Nella dichiarazione congiunta franco-russa, riportata dal quotidiano britannico Telegraph, si legge: “l’assistenza umanitaria è una priorità assoluta e deve essere distribuita secondo i principi di umanità, neutralità, imparzialità e indipendenza in tutto il territorio siriano senza eccezioni, dove il diritto internazionale umanitario deve essere pienamente rispettato”.
Ma è chiaro che questa nota nasconde una realtà ben diversa: gli aiuti servivano alla Francia per dimostrare alla Russia di essere un partner affidabile e per inserirsi nel complesso gioco degli aiuti all’interno della Siria. Un gioco difficile, dove chi detiene gli aiuti, detiene l’influenza sull’area e su quella determinata popolazione. E Parigi, per anni sostenitrice esclusiva dei ribelli e presente militarmente nel nord-est della Siria e nel Mediterraneo orientale, serve far capire alla popolazione siriana di essere un Paese che “si interessa” alle condizione di vita della popolazione.
La Turchia e Idlib
La roccaforte jihadista di Idlib è uno dei simboli della politica sugli aiuti umanitari in Siria. Anche in questo caso, gli aiuti sono diventati strumento di influenza e di spartizione di controllo. Recep Tayyip Erdogan voleva da subito mostrarsi come il leader amico delle frange ribelli della provincia a sud del confine turco. E per farlo, non solo ha imposto il suo controllo sull’area di de-escalation, ma ha anche avuto il pieno controllo degli aiuti umanitari. La costruzione dei punti di osservazione dell’esercito turco (oggi se ne contano 12) è andata di pari passo con il controllo del confine e del passaggio di convoglio per sostenere la popolazione e le forze ribelli.
E questo controllo è stato praticamente ininterrotto fino ad oggi, quando l’accordo fra Vladimir Putin ed Erdogan sulla tregua di Idlib ha dato modo ai convogli dell’Onu di raggiungere la provincia.
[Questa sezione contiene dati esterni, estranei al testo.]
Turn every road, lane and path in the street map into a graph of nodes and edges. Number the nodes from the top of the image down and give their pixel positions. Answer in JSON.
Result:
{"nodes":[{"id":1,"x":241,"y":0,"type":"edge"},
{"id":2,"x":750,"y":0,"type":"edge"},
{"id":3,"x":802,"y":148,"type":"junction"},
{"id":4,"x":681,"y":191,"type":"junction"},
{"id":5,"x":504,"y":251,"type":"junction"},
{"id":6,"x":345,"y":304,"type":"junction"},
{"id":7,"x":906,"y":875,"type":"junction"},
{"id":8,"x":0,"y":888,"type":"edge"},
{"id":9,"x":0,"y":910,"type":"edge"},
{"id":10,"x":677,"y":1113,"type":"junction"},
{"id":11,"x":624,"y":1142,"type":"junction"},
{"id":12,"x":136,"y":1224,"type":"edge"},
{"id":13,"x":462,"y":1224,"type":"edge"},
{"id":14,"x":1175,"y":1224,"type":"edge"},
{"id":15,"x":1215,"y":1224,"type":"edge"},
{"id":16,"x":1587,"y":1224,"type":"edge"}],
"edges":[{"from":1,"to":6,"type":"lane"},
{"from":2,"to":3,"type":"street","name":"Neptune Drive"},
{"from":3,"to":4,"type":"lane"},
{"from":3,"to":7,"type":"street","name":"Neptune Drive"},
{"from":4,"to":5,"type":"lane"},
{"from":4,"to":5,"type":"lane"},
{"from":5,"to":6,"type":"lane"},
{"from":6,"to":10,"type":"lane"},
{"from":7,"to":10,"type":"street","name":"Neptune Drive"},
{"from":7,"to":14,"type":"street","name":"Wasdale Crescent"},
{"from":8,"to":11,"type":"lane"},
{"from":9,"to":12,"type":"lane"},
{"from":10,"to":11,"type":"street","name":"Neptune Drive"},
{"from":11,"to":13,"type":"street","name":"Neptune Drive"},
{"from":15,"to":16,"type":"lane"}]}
Ma sempre sotto l’occhio vigile di Ankara, visto che, come riporta L’Osservatore Romano, “Ventinove mezzi carichi di alimenti e medicinali sono passati attraverso il valico di Cilvegözü nella provincia meridionale di Hatay”. È quindi sempre Erdogan a controllare il passaggio dei mezzi per gli aiuti, anche se sono delle Nazioni Unite. E di fatto ha le chiavi per la sopravvivenza delle fazioni asserragliate nell’ultimo ridotto ribelle.
L’Italia in Niger: un esempio di strategia degli aiuti
L’Italia è esclusa da questa logica strategica degli aiuti umanitari? Non del tutto. E l’esempio ci viene proprio dal Niger, dove di recente sembra si sia sbloccata la missione dei nostri militari. Il governo italiano ha ingaggiato con quello francese una sfida molto complicata per strappare a Parigi la leadership sul Paese del Sahel. Sfida complicatissima: ma in questo caso anche l’Italia ha giocato la carta degli aiuti.
Come scritto su questa testata, la diplomazia degli aiuti umanitari di Roma ha prodotto un volo di un Boeing Kc-767 arrivato ad aprile a Niamey carico di medicinali. Mentre ad agosto, ” è arrivato un altro aereo, un C-130J con un carico di circa sette tonnellate di farmaci, presidi medici e un sistema per la depurazione dell’acqua”. Gli aiuti servono al governo nigerino per rispondere al colera. Ma servono anche all’Italia per estendere la sua rete di contatti, influenza e far capire di essere una potenza pronta a sostenere il governo e la popolazione locale. E con le elezioni del Paese africano alle porte, strappare accordi aiuta la strategia di penetrazione in Africa.